大叔從一米高的圍牆翻了進去,喚了幾聲豬仔,就一把抓住一隻豬仔的後腿,那豬幾度掙紮,發出尖銳的叫聲,哄動了兩頭母豬及另一圈幼豬仔的躁動。
大叔一隻手抓住豬的後腿,另一隻手抓住了豬的耳朵,把它搬倒在地上,用膝蓋壓住豬仔的肚子,使它翻騰不起來,然後從褲袋裏拿出搓好的麻繩,把前後兩蹄分開綁在一起,使豬仔光掙紮,在地上掙紮不起來。

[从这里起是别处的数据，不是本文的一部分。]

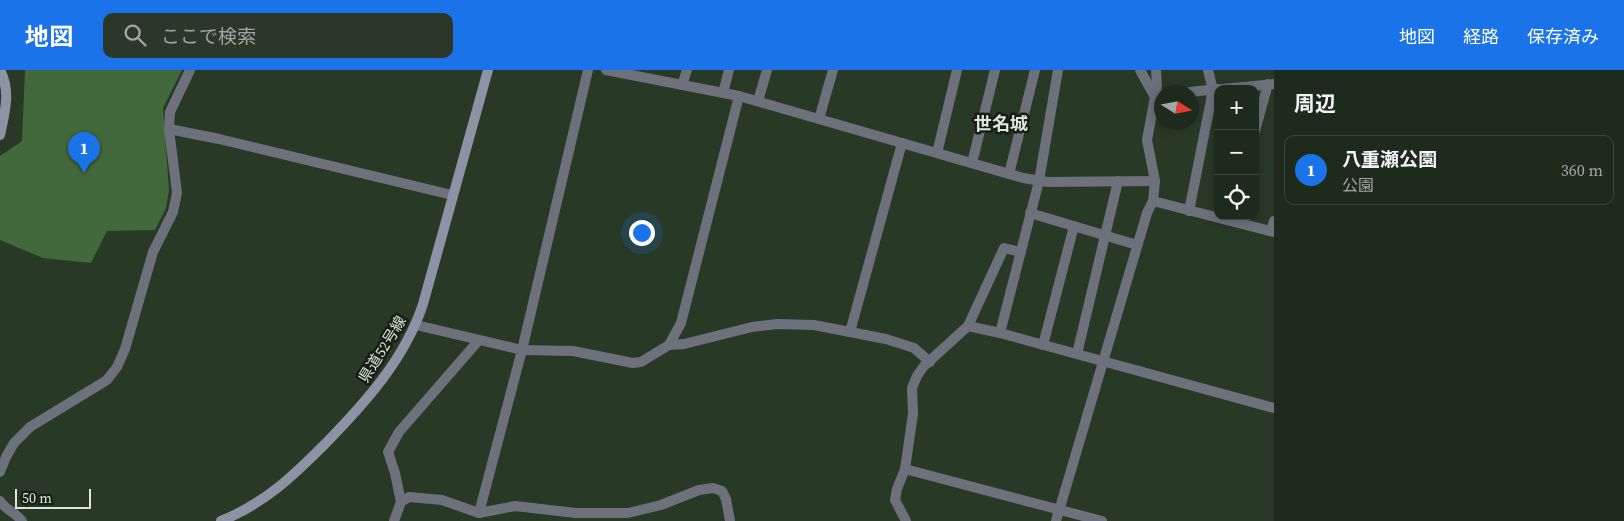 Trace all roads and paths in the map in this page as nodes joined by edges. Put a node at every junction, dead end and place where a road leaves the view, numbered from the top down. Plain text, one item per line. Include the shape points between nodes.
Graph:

“然丫頭,幹脆這一頭也給你吧,抓回家有當無,好好飼養,也都能長成大豬。
這隻比那隻小,送你,不要錢!待那隻喂長大了,賣錢了,你再給我豬錢也不遲。
叔有心想自己喂,但半年不一定能出欄,那頭母豬很甜人!
這邊一滿月那邊就跑窩(母豬發情)
且一放窩,一放一個準兒。
這不就將近一個月了!
飼養一頭母豬,若抓住機會,兩年能過五窩豬仔,要不然隻能過四窩豬仔,那少一窩就是少了幾千塊錢的收入呢。
要吧!大叔說話算數,這小隻墊巴巴你抓去喂,不要錢。”
大叔毫不猶豫的在豬圈裏又抓住了另外一頭瘦弱豬仔,以同樣的手法把小豬仔捆的結結實實。
開啟圈門,大叔拿來他賣菜的帶秤盤子的勾子秤,分別把兩頭豬仔稱了重量。
“孩子,別多心!叔隻是稱稱它倆的重量的,看看從出生到出欄長了多少斤重量。”
大的那頭二十八斤,小的那頭二十一斤,兩頭豬仔共四十九斤。
大叔感歎,“營養跟不上真不行呢!前天出欄的,最大的那頭六十二斤,最小的三十八斤,相差二十四斤。
但比起這兩頭,那差異太大了。”
稱好秤,大叔把兩頭豬仔豎放在我自行車上貨架掛著的鐵框裏。
“不用擔心,喂死了,算我的。喂活了,你就給我那頭二十八斤的豬仔錢,四塊三,豬販子給的價格,你給我四塊就行,不一樣的豬就收不一樣的價。”
“大叔!你真好!你和大嬸都是好人!謝謝!”
這是我發自肺腑的語言。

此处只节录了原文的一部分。